_WORK TO COMPLETE_
Make an exact copy of the records below, leaving every image out.

_EXERCISE DATA_

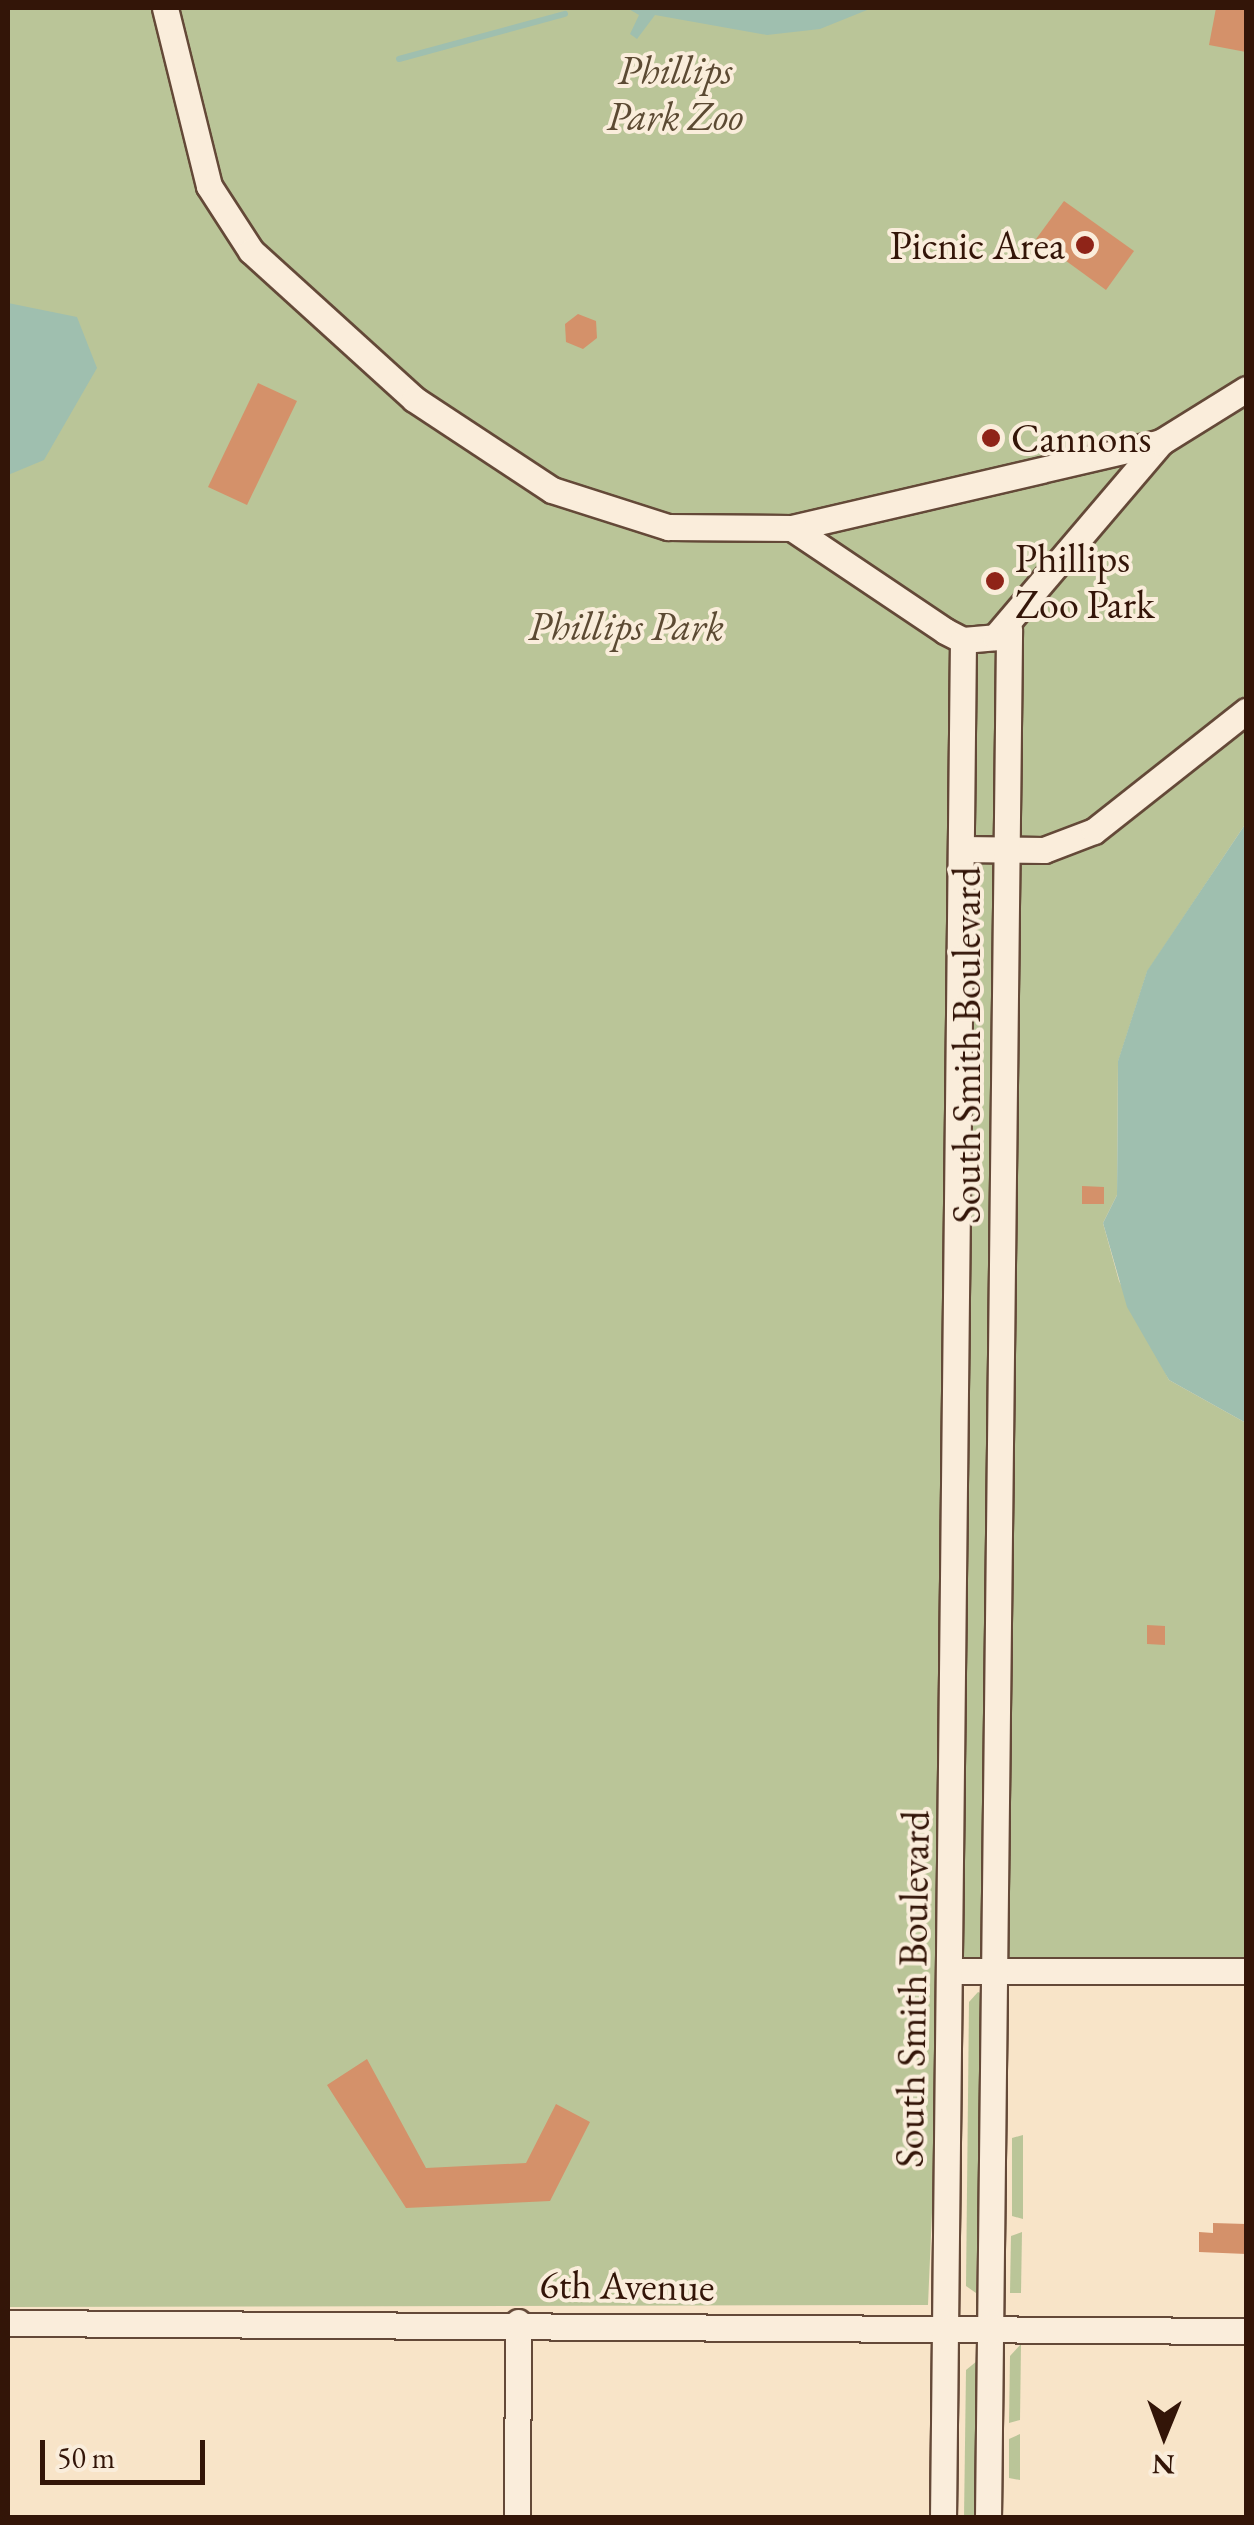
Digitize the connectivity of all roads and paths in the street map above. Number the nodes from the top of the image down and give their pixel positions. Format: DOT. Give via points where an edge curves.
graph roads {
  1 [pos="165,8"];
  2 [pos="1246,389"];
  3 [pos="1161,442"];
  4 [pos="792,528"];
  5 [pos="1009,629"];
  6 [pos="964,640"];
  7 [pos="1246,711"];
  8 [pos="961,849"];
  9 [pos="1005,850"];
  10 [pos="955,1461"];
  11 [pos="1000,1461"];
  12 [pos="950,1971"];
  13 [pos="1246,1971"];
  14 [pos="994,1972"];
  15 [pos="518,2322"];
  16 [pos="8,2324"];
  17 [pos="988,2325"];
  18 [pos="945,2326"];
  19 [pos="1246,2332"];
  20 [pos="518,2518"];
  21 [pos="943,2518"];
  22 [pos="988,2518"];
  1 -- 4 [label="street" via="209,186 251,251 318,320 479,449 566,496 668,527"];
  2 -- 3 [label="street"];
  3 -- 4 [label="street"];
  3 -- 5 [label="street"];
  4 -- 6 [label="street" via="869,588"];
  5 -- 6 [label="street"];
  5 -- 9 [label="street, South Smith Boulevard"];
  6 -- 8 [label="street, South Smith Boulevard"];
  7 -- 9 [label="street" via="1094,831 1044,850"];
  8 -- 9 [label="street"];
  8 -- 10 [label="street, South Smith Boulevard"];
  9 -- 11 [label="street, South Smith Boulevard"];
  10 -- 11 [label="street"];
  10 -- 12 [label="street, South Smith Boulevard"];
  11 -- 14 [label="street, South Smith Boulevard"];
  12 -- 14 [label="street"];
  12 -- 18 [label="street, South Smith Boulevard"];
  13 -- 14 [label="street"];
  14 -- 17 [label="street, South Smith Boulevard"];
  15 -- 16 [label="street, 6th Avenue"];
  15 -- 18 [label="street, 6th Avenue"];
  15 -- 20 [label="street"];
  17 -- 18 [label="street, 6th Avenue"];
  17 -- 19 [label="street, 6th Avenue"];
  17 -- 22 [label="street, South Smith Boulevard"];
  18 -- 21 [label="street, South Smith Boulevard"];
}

_WRITTEN ANSWER_
Digitize the connectivity of all roads and paths in the street map above. Number the nodes from the top of the image down and give their pixel positions. Format: DOT. Give via points where an edge curves.
graph roads {
  1 [pos="165,8"];
  2 [pos="1246,389"];
  3 [pos="1161,442"];
  4 [pos="792,528"];
  5 [pos="1009,629"];
  6 [pos="964,640"];
  7 [pos="1246,711"];
  8 [pos="961,849"];
  9 [pos="1005,850"];
  10 [pos="955,1461"];
  11 [pos="1000,1461"];
  12 [pos="950,1971"];
  13 [pos="1246,1971"];
  14 [pos="994,1972"];
  15 [pos="518,2322"];
  16 [pos="8,2324"];
  17 [pos="988,2325"];
  18 [pos="945,2326"];
  19 [pos="1246,2332"];
  20 [pos="518,2518"];
  21 [pos="943,2518"];
  22 [pos="988,2518"];
  1 -- 4 [label="street" via="209,186 251,251 318,320 479,449 566,496 668,527"];
  2 -- 3 [label="street"];
  3 -- 4 [label="street"];
  3 -- 5 [label="street"];
  4 -- 6 [label="street" via="869,588"];
  5 -- 6 [label="street"];
  5 -- 9 [label="street, South Smith Boulevard"];
  6 -- 8 [label="street, South Smith Boulevard"];
  7 -- 9 [label="street" via="1094,831 1044,850"];
  8 -- 9 [label="street"];
  8 -- 10 [label="street, South Smith Boulevard"];
  9 -- 11 [label="street, South Smith Boulevard"];
  10 -- 11 [label="street"];
  10 -- 12 [label="street, South Smith Boulevard"];
  11 -- 14 [label="street, South Smith Boulevard"];
  12 -- 14 [label="street"];
  12 -- 18 [label="street, South Smith Boulevard"];
  13 -- 14 [label="street"];
  14 -- 17 [label="street, South Smith Boulevard"];
  15 -- 16 [label="street, 6th Avenue"];
  15 -- 18 [label="street, 6th Avenue"];
  15 -- 20 [label="street"];
  17 -- 18 [label="street, 6th Avenue"];
  17 -- 19 [label="street, 6th Avenue"];
  17 -- 22 [label="street, South Smith Boulevard"];
  18 -- 21 [label="street, South Smith Boulevard"];
}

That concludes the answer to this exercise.